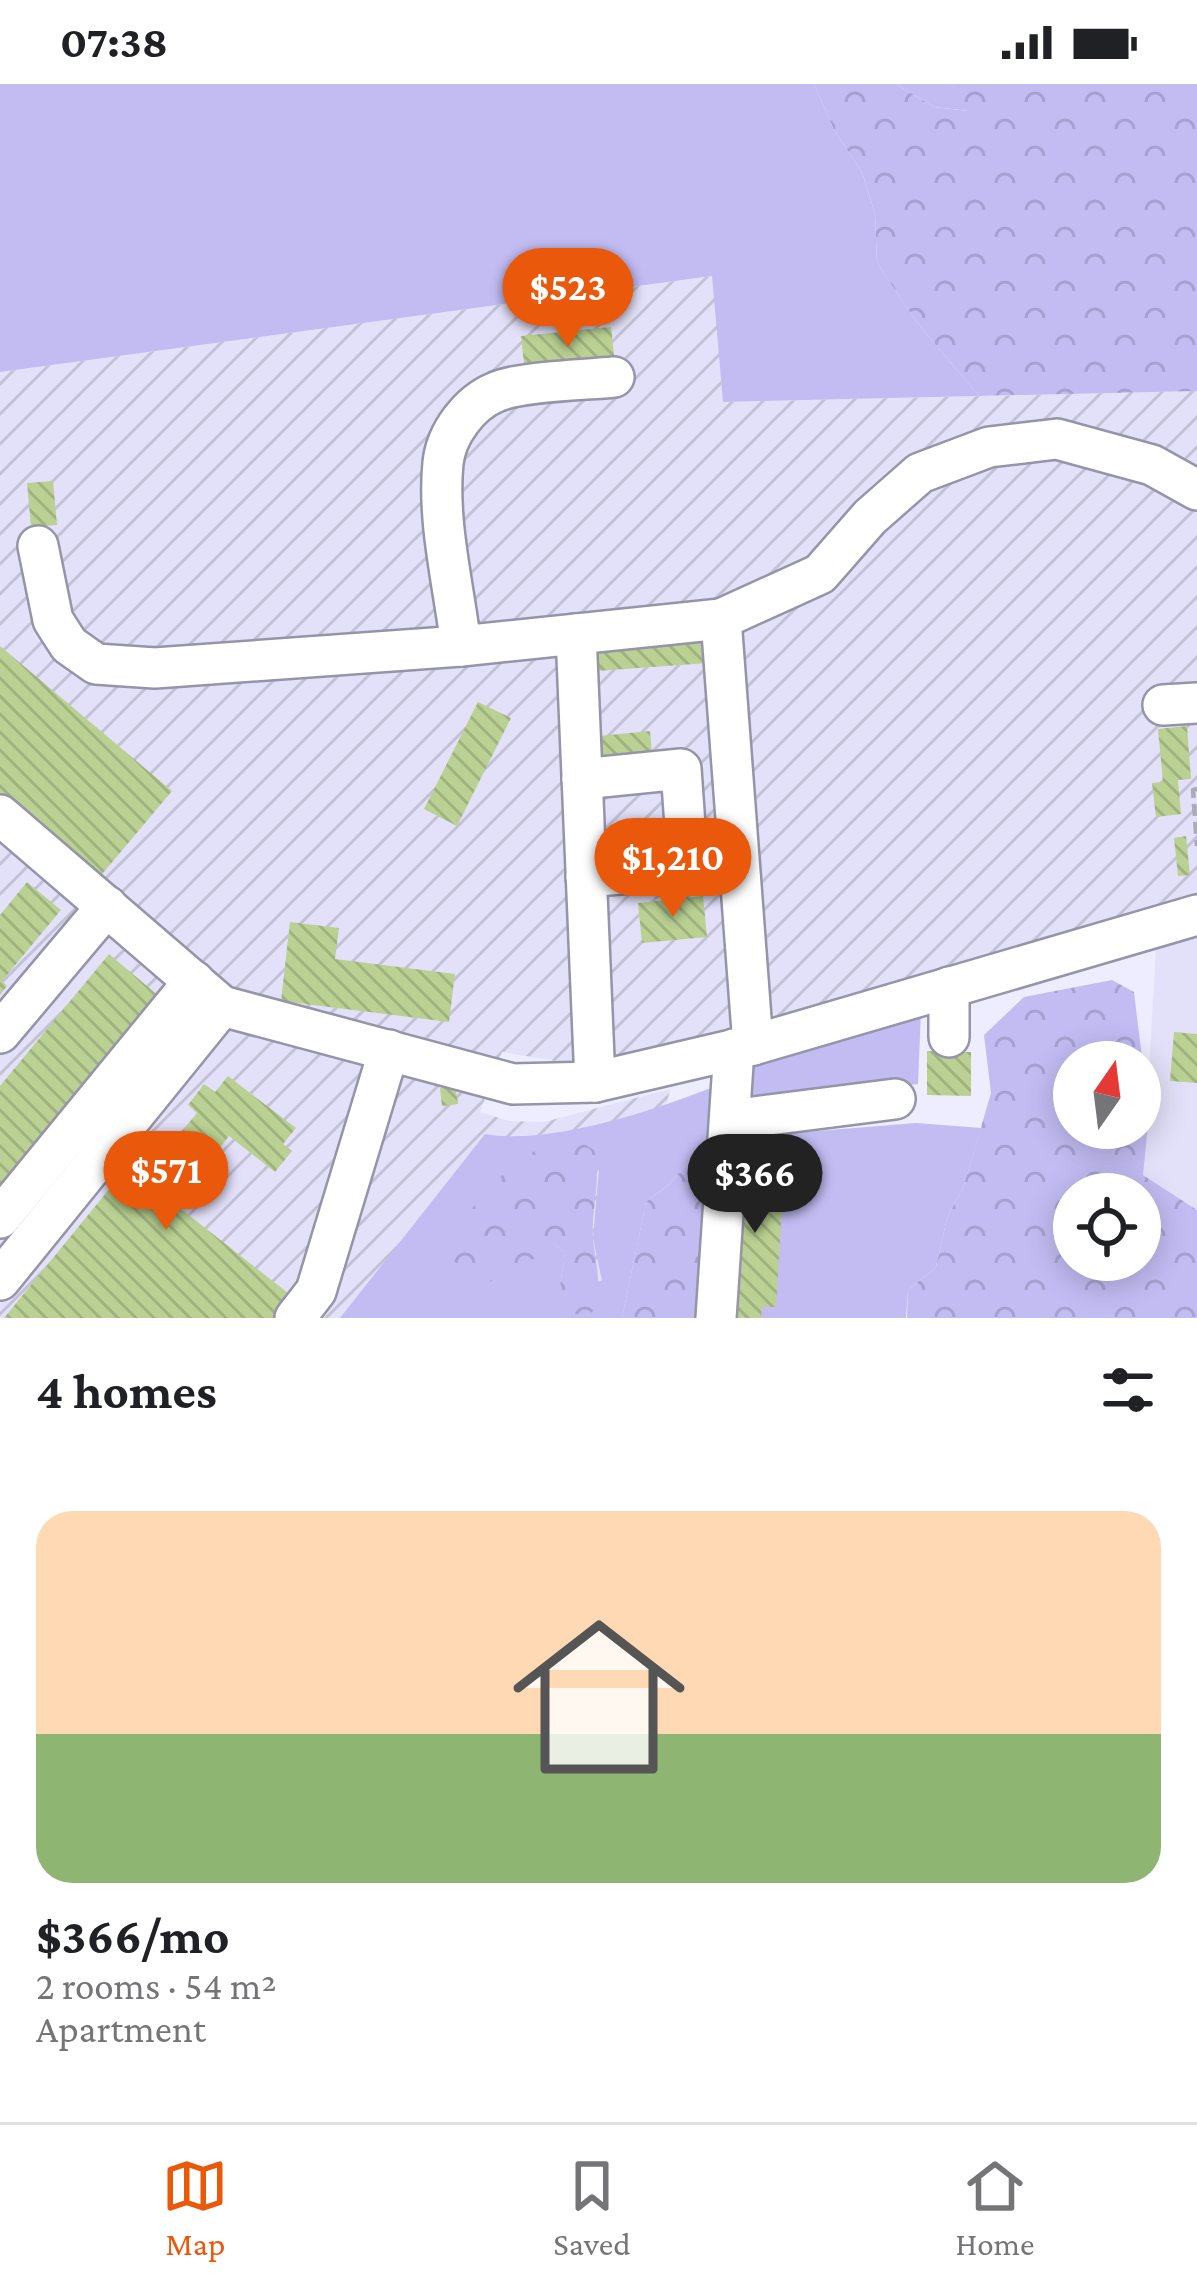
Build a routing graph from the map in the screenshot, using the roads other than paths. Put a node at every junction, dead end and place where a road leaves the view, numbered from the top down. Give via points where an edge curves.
1 (614, 376) dead end
2 (1197, 490) edge
3 (38, 546) dead end
4 (721, 619) junction
5 (576, 634) junction
6 (461, 646) junction
7 (582, 779) junction
8 (0, 815) edge
9 (18, 852) edge
10 (586, 877) junction
11 (107, 907) junction
12 (1197, 915) edge
13 (949, 987) junction
14 (208, 993) junction
15 (0, 1033) edge
16 (949, 1036) dead end
17 (744, 1047) junction
18 (389, 1050) junction
19 (596, 1082) junction
20 (895, 1099) dead end
21 (730, 1120) junction
22 (0, 1218) edge
23 (0, 1280) edge
24 (295, 1318) edge
25 (716, 1318) edge

1 - 6 lane via 498,390 451,434 443,461 446,532
2 - 4 lane via 1152,465 1057,440 988,447 920,473 820,574
3 - 6 lane via 53,620 69,645 97,664 155,668
4 - 5 lane
4 - 17 lane
5 - 6 lane
5 - 7 lane
7 - 10 lane
7 - 10 lane via 681,769 688,868
8 - 9 lane
9 - 11 lane
10 - 19 lane
11 - 14 lane
11 - 15 lane
12 - 13 lane
13 - 16 lane
13 - 17 lane
14 - 18 lane
14 - 22 lane
14 - 23 lane
17 - 19 lane
17 - 21 lane
18 - 19 lane via 513,1084
18 - 24 lane via 316,1291
20 - 21 lane
21 - 25 lane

**TASK REQUIREMENTS:** Write out the material above exactly, and omit the pictures it holds.

**EXERCISE OUTPUT:**
Build a routing graph from the map in the screenshot, using the roads other than paths. Put a node at every junction, dead end and place where a road leaves the view, numbered from the top down. Give via points where an edge curves.
1 (614, 376) dead end
2 (1197, 490) edge
3 (38, 546) dead end
4 (721, 619) junction
5 (576, 634) junction
6 (461, 646) junction
7 (582, 779) junction
8 (0, 815) edge
9 (18, 852) edge
10 (586, 877) junction
11 (107, 907) junction
12 (1197, 915) edge
13 (949, 987) junction
14 (208, 993) junction
15 (0, 1033) edge
16 (949, 1036) dead end
17 (744, 1047) junction
18 (389, 1050) junction
19 (596, 1082) junction
20 (895, 1099) dead end
21 (730, 1120) junction
22 (0, 1218) edge
23 (0, 1280) edge
24 (295, 1318) edge
25 (716, 1318) edge

1 - 6 lane via 498,390 451,434 443,461 446,532
2 - 4 lane via 1152,465 1057,440 988,447 920,473 820,574
3 - 6 lane via 53,620 69,645 97,664 155,668
4 - 5 lane
4 - 17 lane
5 - 6 lane
5 - 7 lane
7 - 10 lane
7 - 10 lane via 681,769 688,868
8 - 9 lane
9 - 11 lane
10 - 19 lane
11 - 14 lane
11 - 15 lane
12 - 13 lane
13 - 16 lane
13 - 17 lane
14 - 18 lane
14 - 22 lane
14 - 23 lane
17 - 19 lane
17 - 21 lane
18 - 19 lane via 513,1084
18 - 24 lane via 316,1291
20 - 21 lane
21 - 25 lane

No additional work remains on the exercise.